Это был длинный вечер, прошедший в серьезной дискуссии, во время которой я большей частью вынужден был ограничиваться изучением лиц и голосов говоривших. Потому что после часа расспросов меня о моей стране и о том, что есть на Западе новенького, группа обратилась к собственному, как я мог только догадываться, грустному положению дел в университетах и научно-исследовательских институтах. Володя Александров, друг и коллега академика Велихова, пригласивший Аллу и меня, время от времени переводил мне, о чем идет речь. Однако я, полностью уверенный в собственной свободе, чувствовал себя неким сторонним наблюдателем и ни о чем больше не расспрашивал. Я сидел тихонько и старался быть незаметным, чтобы не мешать серьезной дискуссии, ради которой они собрались.
Поздно вечером все расселись вокруг костра в саду и, задумчиво глядя на огонь, негромко запели русские народные песни. Вдруг кто-то приехал на черной машине и привез, очевидно, новые вести из Москвы. В мгновение ока вся компания исчезла внутри дома, чтобы продолжить дискуссию.
Я сидел среди берез, на их белых стволах играли блики отблесков костра, и смотрел в усеянное звездами русское небо. Неужели мне наконец удалось проникнуть в эту закрытую страну?
Когда я возвратился во Франкфурт, на столе у меня лежало письмо нового первого заместителя председателя Комитета по печати при Совете Министров СССР Юрия Мелентьева, заявившего о своей готовности принять нашу делегацию и «обсудить интересующие нас вопросы». Следовательно, с русской стороны все уже было урегулировано.
Убежденный, что все труднейшие препятствия с дороги устранены, я позвонил господину Р. в министерство иностранных дел ФРГ, чтобы узнать, выяснено ли, как обстоит дело с «Западным Берлином» применительно к нашей выставке. Господин Р. в предыдущем телефонном разговоре как бы между прочим упомянул, что вполне возможно, что юридический отдел министерства не согласится с формулировкой «Федеративная Республика Германии и Западный Берлин». Господин Р. сообщил мне, что вопрос решается на уровне статс-секретарей и что предполагается поручить посольству в Москве войти с запросом в советское правительство. Выставка должна стать прецедентом в связи с заключенным четырехсторонним соглашением по Берлину.
Вот тебе и на! Значит, вся петрушка начинается сначала. Еще 5 июля господин Дийков произнес в телефонном разговоре, что назревают проблемы по поводу западноберлинских издательств. Я ответил, что для нас неприемлемо исключить эти издательства, так как они являются членами Биржевого объединения.
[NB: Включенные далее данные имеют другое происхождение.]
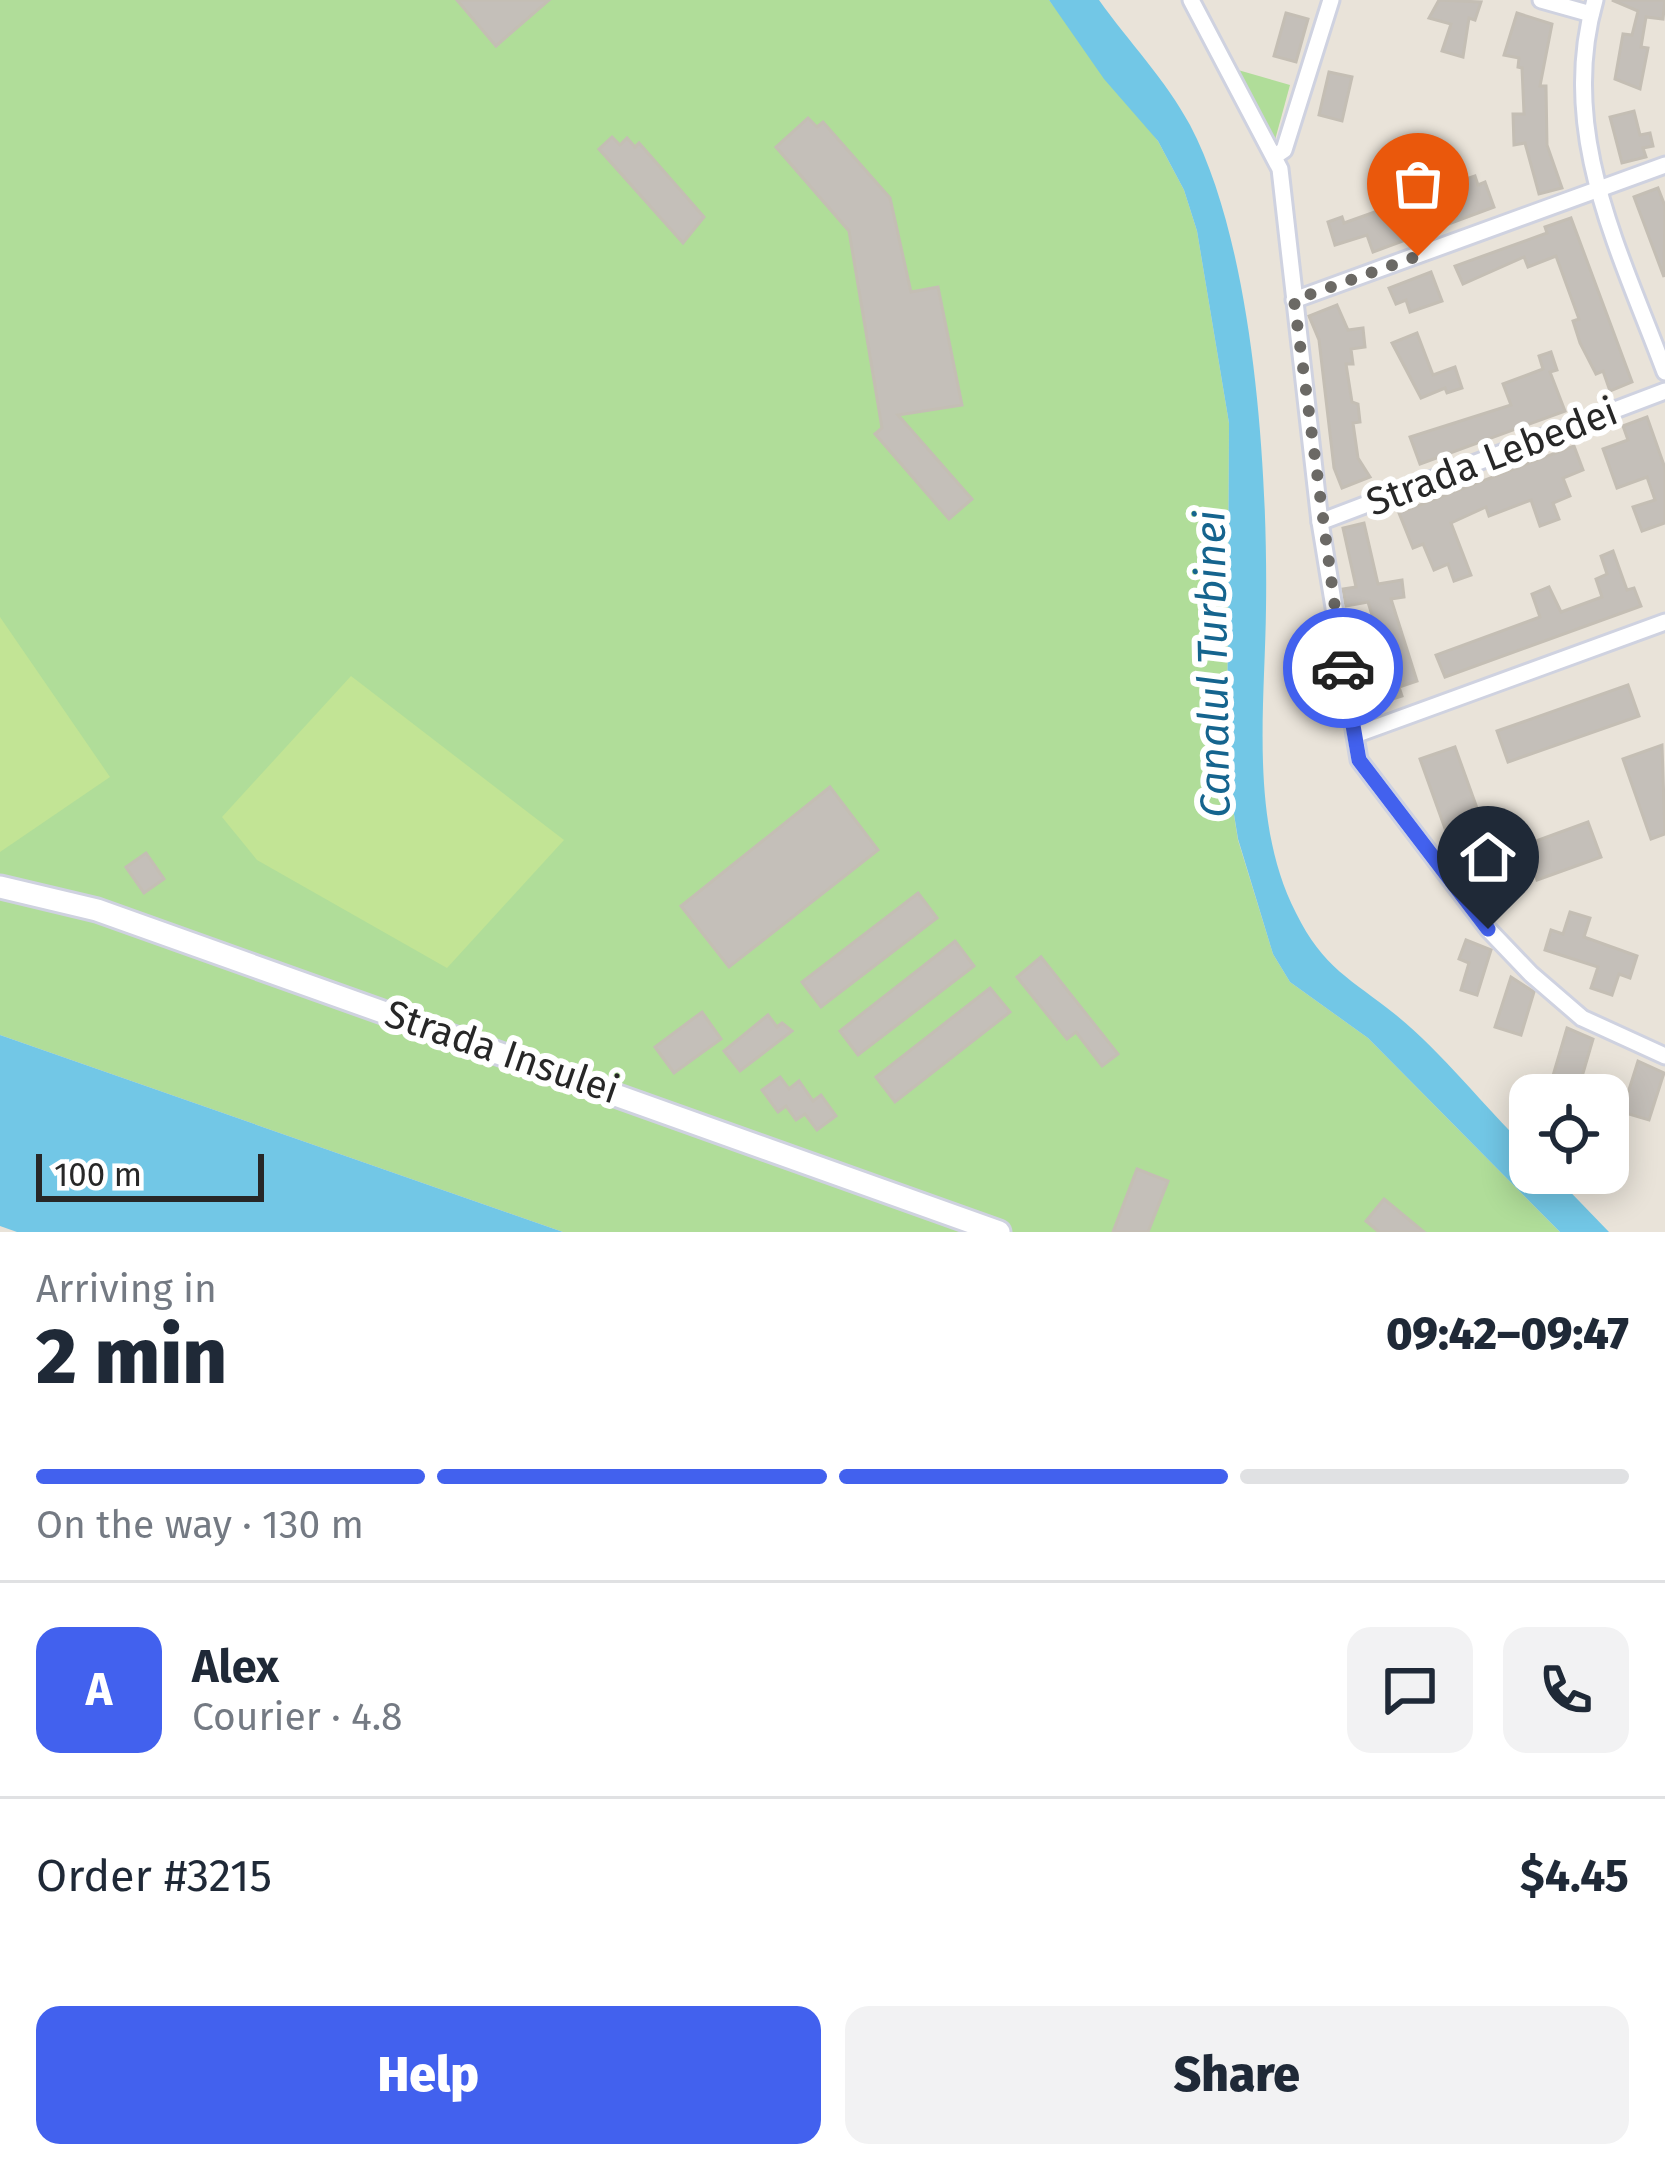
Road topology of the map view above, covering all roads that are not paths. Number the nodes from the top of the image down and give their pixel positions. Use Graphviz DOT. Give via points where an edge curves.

Господин Дийков согласился с этим, пообещал прояснить вопрос на уровне посольства и позвонить мне. Но к следующему четвергу, когда я позвонил сам, решение еще не созрело. Звонок в пятницу, 7 июля, результата тоже не принес.
Тогда я сказал господину Дийкову, что приду в следующий понедельник в посольство на Роландсэкк, и попросил его привлечь кого-нибудь к разговору, кто компетентен в решении этого вопроса.
Поприветствовав меня утром в понедельник, господин Купцов, второй секретарь советского посольства, сразу перешел к главной теме разговора, категорически заявив, что наша выставка может состояться только с участием «издательств ФРГ».
— Но, господин Купцов, разве мы не можем исходить из того, что вопрос об участии граждан Западного Берлина в западногерманских мероприятиях был раз и навсегда окончательно оговорен в приложении к берлинскому соглашению IV В, пункт 2 A-D?
— Напротив! Я, правда, не хочу предвосхищать событий, но сам твердо убежден, что по поводу различий в интерпретации этого пункта Советский Союз должен говорить не только в собственных интересах, но и в интересах всех четырех держав!